C’est l’occasion pour le Pape de nous appeler à revenir à la réalité : la nôtre et celle de nos frères et sœurs.
D’abord, revenir à notre propre réalité pour voir sous quelle domination nous sommes réellement et quelle liberté nous désirons. A ce propos, le Pape nous parle de ces redoutables idoles qui nous épuisent : « pouvoir tout faire, être reconnu par tous, avoir le dessus sur tout le monde » ; c’est la « séduction du mensonge », c’est « s’accrocher à l’argent, à certains projets, à des idées, à des objectifs, à notre position, à une tradition, voire à des personnes ». Pour le Pape, ces choses sont mauvaises quand, au lieu de nous faire avancer, elles nous paralysent ; au lieu de nous rapprocher, elles nous opposent. Ces idoles-là ne nous ouvrent pas à l’au-delà, mais nous emprisonnent dans l’ici-bas et l’apparence.
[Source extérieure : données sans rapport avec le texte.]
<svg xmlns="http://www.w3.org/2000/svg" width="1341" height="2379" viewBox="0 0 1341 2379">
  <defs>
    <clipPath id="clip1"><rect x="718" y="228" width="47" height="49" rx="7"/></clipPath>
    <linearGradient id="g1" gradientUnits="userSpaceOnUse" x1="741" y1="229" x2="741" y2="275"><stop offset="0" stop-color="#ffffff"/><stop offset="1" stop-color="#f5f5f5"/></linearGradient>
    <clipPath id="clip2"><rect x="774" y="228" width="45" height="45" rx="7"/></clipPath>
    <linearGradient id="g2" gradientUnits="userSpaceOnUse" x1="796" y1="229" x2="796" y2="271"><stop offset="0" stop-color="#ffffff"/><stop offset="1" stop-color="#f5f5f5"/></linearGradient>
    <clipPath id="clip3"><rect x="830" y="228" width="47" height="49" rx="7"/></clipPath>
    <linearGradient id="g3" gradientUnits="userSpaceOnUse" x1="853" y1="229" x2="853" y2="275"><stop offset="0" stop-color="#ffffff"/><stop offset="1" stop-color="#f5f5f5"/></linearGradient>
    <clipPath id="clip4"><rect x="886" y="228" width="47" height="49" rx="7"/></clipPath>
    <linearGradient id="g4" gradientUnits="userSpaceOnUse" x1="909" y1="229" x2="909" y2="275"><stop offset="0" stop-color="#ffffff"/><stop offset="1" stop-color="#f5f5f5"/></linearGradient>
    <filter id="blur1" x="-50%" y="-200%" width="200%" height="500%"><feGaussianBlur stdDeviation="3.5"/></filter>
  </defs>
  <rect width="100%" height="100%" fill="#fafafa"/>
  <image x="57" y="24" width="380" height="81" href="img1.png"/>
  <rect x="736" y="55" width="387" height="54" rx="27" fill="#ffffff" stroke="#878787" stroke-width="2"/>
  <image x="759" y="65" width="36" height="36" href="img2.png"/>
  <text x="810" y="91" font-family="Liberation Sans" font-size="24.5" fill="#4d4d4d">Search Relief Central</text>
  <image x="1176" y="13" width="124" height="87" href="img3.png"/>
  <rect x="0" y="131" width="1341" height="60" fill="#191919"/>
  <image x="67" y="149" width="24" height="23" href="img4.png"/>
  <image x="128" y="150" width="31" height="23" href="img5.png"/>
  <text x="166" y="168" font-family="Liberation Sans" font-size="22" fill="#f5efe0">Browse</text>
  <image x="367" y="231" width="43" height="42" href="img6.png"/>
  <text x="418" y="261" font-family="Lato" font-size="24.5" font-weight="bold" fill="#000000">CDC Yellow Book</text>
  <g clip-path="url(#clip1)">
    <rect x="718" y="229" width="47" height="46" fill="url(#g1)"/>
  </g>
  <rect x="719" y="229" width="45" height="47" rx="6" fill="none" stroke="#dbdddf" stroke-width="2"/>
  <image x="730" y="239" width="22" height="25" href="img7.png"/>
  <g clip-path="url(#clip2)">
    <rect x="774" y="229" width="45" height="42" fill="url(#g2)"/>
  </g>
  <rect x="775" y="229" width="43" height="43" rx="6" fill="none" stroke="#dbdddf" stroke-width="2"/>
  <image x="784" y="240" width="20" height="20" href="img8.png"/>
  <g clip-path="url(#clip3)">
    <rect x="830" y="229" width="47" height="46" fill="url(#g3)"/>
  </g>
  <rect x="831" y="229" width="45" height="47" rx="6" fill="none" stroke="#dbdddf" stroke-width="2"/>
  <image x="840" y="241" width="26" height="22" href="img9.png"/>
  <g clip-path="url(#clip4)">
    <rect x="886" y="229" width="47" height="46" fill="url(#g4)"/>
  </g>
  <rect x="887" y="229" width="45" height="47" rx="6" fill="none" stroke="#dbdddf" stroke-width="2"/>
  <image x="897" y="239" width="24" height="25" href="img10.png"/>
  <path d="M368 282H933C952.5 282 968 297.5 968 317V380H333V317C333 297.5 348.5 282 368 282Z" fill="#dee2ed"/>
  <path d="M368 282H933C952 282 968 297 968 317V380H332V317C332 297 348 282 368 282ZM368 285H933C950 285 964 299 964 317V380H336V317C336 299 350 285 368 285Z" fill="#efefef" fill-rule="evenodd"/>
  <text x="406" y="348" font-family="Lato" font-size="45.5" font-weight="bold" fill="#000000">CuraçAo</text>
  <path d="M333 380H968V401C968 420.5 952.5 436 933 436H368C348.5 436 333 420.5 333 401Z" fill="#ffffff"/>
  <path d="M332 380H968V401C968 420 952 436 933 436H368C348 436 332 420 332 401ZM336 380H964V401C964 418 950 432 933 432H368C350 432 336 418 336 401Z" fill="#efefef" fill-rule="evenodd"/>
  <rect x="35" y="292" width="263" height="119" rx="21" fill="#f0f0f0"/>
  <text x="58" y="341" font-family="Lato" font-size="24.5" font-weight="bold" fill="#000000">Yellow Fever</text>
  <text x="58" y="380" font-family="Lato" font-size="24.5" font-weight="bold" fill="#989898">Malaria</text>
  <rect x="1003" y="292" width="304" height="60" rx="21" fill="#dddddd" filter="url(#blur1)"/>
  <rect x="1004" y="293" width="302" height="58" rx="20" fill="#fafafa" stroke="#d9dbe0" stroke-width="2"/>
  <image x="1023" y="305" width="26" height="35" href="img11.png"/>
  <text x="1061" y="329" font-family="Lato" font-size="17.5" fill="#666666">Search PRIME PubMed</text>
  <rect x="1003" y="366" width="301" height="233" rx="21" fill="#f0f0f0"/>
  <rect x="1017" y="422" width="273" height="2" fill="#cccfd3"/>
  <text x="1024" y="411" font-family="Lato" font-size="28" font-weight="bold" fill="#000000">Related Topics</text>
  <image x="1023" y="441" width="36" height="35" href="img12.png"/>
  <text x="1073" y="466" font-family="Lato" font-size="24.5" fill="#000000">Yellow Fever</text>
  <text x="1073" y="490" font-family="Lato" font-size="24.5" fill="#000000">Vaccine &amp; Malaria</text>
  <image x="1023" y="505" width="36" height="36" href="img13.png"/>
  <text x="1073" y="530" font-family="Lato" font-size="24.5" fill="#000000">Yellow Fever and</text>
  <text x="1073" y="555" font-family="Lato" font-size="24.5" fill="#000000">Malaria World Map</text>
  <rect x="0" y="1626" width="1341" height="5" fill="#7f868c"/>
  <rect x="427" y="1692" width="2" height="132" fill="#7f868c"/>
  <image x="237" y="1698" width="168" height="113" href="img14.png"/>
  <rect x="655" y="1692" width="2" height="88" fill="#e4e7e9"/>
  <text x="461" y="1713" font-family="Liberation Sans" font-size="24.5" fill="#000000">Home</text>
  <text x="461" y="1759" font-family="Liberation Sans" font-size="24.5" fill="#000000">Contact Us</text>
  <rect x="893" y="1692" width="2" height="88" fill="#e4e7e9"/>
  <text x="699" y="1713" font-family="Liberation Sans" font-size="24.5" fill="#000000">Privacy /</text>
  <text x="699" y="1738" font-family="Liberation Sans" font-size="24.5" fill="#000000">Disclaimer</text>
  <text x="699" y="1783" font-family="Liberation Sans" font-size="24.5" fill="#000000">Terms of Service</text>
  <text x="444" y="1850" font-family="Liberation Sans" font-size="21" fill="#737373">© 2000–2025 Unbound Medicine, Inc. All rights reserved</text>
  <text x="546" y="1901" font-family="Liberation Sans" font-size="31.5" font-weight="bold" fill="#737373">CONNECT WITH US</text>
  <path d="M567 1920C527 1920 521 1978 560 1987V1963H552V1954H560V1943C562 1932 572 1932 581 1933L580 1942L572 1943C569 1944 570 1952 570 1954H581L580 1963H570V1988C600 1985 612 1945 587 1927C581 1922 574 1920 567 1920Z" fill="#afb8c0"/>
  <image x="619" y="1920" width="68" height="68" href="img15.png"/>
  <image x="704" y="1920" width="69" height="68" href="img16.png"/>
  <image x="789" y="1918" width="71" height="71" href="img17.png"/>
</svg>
Ensuite, le Pape ajoute qu’il nous faut revenir à la réalité de nos frères et sœurs, pour ne pas sombrer dans l’indifférence ; cette indifférence qui nous rend aveugles et sourds à la misère et aux cris des autres et de tous les autres. Cette indifférence qui nous éloigne les uns des autres, parce que nous ne savons plus nous arrêter « comme le bon samaritain », en présence du frère ou de la sœur en détresse. Cette indifférence est marquée par le signe d’un « défaut d’espérance ».
Le temps du carême nous donne l’occasion de redécouvrir la vertu de l’espérance qui doit tenir la main à notre foi et notre charité pour les « tirer en avant ». C’est comprendre qu’il y a dans l’espérance une force. L’espérance est un « moteur » qui nous mobilise et nous fait avancer sans découragement. Elle peut alors :
« Tirer en avant » notre foi comme enracinement dans la vérité de la présence et de l’action de Dieu dans notre histoire et dans nos vies ; ce Dieu en qui nous mettons notre confiance laquelle s’exprime dans le cœur à cœur de la prière, de la louange et de l’adoration. Une foi qui dilate notre cœur aux dimension du cœur de Dieu en nous laissant configurer à son image, et en le laissant imprimer en nous les traits de son Fils unique en qui nous avons la grâce de l’adoption.
« Tirer en avant » notre charité afin qu’elle soit concrète et active dans la prise en charge de la fraternité, de l’écoute et de l’entraide. Dans ce sens, nous n’avons besoin ni de loupe, ni de télescope pour voir nos frères et sœurs qui ont besoin de notre attention, de notre soutien et de notre compassion. Tirer notre charité en avant dans le sens de nous désencombrer de toutes ces idoles, et laisser Dieu faire sa demeure en nous.
C’est animés par ces vertus de la foi, de l’espérance et de la charité que nous pouvons considérer à nouveaux frais notre vie, nos relations interpersonnelles et notre environnement ; les revoir avec le regard de Dieu lui-même ; un regard qui ne fige pas, mais suscite la liberté ; un regard qui n’attriste pas, mais éveille à la joie ; un regard qui ne décourage pas mais pousse à se rendre meilleur ; un regard qui ne menace pas mais suscite la paix et la confiance ; un regard qui ne juge pas, mais libère pour l’amour, bref un regard converti, c’est-à-dire tourné vers Dieu qui nécessairement, nous tourne vers les autres et tous les autres.
C’est ce à quoi nous sommes appelés en ce temps favorable qui est un temps de décision personnelle et communautaire pour nous rendre meilleurs et rendre notre monde meilleur, un objectif que la prière, le jeune et l’aumône doivent toujours viser, en tant qu’ouverture vers Dieu et les autres. Cette ouverture que le Christ ne cesse de réaliser envers Dieu son Père, et envers nous ses frères et sœurs dans la puissance de l’Esprit Saint. Alors, en ce temps de Carême, ayons toujours les yeux fixés sur Jésus-Christ.